* _Extracted material_
#####

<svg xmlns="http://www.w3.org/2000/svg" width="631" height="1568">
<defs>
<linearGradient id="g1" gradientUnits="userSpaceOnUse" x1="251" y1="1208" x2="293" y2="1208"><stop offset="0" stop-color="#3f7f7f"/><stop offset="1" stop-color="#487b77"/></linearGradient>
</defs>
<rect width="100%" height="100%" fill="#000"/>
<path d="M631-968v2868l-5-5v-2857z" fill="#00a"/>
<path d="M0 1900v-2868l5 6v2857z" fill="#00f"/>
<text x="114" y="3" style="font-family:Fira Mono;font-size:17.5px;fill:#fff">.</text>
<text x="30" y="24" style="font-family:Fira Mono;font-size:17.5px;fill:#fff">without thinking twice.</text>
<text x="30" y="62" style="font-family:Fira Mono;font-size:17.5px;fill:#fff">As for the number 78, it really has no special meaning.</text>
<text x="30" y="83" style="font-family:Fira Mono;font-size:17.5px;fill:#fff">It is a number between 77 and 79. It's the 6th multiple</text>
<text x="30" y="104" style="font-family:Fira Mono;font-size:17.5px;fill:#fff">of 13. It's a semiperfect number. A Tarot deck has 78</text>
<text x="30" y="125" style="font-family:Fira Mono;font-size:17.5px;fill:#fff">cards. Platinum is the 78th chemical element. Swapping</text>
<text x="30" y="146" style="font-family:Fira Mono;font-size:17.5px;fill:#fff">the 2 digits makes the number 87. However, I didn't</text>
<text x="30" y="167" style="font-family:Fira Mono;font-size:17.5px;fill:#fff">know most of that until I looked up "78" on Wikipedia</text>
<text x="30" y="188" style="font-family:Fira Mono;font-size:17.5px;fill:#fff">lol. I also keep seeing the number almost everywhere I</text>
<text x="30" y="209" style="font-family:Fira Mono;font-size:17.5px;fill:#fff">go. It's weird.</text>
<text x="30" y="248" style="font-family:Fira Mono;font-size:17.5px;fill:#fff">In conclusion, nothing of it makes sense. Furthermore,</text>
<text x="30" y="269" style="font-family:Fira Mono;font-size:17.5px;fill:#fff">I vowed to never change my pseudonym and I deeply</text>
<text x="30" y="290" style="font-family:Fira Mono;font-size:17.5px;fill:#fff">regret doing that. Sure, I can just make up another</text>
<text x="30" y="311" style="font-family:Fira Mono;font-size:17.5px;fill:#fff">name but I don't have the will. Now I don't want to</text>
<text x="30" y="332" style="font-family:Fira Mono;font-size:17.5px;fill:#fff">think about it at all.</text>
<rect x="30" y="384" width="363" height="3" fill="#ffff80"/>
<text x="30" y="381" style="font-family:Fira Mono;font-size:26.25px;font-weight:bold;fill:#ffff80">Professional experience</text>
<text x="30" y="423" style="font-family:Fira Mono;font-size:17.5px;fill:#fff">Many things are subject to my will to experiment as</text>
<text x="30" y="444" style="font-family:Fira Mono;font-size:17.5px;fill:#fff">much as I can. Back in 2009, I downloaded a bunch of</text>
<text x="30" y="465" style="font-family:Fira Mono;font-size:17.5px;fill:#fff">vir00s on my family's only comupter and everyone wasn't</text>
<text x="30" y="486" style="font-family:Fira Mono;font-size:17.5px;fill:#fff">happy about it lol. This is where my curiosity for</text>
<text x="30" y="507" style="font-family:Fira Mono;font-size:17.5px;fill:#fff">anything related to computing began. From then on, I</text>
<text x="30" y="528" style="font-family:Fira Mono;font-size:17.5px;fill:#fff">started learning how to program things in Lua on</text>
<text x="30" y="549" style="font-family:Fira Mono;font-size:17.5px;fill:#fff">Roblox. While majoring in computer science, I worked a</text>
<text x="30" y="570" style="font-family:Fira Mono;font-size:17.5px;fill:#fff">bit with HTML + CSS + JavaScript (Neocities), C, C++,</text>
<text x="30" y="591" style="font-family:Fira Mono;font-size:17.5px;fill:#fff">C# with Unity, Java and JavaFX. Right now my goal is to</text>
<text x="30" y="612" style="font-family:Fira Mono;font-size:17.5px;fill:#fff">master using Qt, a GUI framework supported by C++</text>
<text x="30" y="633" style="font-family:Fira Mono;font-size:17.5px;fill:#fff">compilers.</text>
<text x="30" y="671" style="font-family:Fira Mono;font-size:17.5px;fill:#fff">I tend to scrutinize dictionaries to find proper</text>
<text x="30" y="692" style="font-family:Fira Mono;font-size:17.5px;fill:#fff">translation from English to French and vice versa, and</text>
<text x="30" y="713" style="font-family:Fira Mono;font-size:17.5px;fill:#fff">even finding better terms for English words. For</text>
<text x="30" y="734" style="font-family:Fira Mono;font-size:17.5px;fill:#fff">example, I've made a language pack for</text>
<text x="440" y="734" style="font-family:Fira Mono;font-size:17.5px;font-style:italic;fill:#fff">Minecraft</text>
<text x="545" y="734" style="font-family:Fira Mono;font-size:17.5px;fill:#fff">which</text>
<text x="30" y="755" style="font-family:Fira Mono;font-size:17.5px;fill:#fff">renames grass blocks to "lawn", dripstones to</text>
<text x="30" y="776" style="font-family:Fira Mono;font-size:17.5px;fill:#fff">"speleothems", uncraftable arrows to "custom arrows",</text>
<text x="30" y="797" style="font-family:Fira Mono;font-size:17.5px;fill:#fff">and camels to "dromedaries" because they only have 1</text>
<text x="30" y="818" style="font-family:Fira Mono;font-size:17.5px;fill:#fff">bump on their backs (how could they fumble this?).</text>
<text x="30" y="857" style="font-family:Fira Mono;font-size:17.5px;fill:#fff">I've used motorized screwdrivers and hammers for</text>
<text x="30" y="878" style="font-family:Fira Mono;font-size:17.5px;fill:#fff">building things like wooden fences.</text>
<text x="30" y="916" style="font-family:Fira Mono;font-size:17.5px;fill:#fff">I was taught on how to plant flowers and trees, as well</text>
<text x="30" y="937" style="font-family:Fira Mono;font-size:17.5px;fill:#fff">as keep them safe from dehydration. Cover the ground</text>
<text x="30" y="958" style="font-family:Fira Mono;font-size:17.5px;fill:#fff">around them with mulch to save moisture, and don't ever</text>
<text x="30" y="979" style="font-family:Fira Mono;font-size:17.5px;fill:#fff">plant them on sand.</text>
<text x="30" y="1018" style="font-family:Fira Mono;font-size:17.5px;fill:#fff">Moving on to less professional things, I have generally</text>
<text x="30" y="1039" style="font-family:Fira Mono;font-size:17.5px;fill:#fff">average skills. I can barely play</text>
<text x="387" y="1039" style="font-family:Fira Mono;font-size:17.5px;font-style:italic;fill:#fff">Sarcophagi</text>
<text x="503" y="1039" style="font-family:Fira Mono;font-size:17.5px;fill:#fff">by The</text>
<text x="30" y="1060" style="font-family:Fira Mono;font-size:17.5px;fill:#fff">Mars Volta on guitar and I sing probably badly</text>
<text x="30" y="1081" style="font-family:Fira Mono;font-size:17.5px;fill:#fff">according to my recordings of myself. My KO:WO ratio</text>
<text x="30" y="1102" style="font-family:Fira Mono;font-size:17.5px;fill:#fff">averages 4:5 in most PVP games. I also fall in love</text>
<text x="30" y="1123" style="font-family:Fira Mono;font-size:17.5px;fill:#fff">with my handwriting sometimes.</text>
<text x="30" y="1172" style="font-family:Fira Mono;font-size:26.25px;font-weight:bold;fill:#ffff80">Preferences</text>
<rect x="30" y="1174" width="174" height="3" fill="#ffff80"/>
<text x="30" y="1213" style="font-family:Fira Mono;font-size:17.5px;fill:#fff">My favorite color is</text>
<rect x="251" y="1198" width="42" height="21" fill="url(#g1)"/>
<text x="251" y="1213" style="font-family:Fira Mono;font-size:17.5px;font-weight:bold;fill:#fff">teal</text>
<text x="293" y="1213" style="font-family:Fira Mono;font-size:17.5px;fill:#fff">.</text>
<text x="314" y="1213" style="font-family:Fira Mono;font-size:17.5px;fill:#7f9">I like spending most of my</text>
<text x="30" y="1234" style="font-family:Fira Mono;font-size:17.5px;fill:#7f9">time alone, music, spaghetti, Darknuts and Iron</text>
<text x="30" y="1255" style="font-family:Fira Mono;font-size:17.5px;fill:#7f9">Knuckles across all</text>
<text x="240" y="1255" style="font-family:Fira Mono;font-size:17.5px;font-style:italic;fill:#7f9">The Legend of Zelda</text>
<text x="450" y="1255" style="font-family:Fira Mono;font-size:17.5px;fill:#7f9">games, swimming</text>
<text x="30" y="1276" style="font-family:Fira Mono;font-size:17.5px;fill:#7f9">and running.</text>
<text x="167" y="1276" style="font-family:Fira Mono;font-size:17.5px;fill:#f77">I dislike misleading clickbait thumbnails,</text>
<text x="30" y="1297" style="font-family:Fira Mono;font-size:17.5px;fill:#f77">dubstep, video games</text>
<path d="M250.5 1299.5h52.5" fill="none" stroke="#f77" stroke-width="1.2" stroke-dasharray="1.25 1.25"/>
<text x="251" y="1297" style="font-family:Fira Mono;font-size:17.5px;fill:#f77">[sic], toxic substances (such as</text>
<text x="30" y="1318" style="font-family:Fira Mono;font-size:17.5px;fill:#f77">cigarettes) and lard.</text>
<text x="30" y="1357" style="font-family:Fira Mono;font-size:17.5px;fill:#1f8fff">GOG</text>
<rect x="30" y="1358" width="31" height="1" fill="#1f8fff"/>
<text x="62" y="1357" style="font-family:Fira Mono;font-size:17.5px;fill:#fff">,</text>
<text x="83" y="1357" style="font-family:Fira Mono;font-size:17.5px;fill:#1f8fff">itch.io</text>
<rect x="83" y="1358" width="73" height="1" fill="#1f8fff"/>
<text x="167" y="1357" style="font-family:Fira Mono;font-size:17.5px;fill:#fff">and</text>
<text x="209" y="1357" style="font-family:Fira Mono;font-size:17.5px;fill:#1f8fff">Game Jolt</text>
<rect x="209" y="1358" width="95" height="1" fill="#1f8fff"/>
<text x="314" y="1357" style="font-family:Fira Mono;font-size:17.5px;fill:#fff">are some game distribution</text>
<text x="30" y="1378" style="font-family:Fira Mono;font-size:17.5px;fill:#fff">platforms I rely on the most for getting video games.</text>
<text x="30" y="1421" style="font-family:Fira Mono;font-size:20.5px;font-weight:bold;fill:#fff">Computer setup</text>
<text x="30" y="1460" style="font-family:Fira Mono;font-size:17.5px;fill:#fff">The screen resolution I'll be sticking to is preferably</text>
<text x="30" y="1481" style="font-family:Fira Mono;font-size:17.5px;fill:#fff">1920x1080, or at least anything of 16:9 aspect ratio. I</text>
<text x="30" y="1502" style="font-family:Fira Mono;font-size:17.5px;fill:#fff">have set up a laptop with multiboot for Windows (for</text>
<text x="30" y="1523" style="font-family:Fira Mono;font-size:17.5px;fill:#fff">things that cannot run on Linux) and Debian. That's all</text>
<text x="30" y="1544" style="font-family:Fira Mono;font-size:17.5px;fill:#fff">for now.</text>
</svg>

#####

* _Exercise details_
Taking the lines above, repeat exactly those from the line that contains "deck has 78</text>" through the line that contains "chemical element. Swapping</text>", and both of those lines as well. Include nothing else.

* _Result_
<text x="30" y="104" style="font-family:Fira Mono;font-size:17.5px;fill:#fff">of 13. It's a semiperfect number. A Tarot deck has 78</text>
<text x="30" y="125" style="font-family:Fira Mono;font-size:17.5px;fill:#fff">cards. Platinum is the 78th chemical element. Swapping</text>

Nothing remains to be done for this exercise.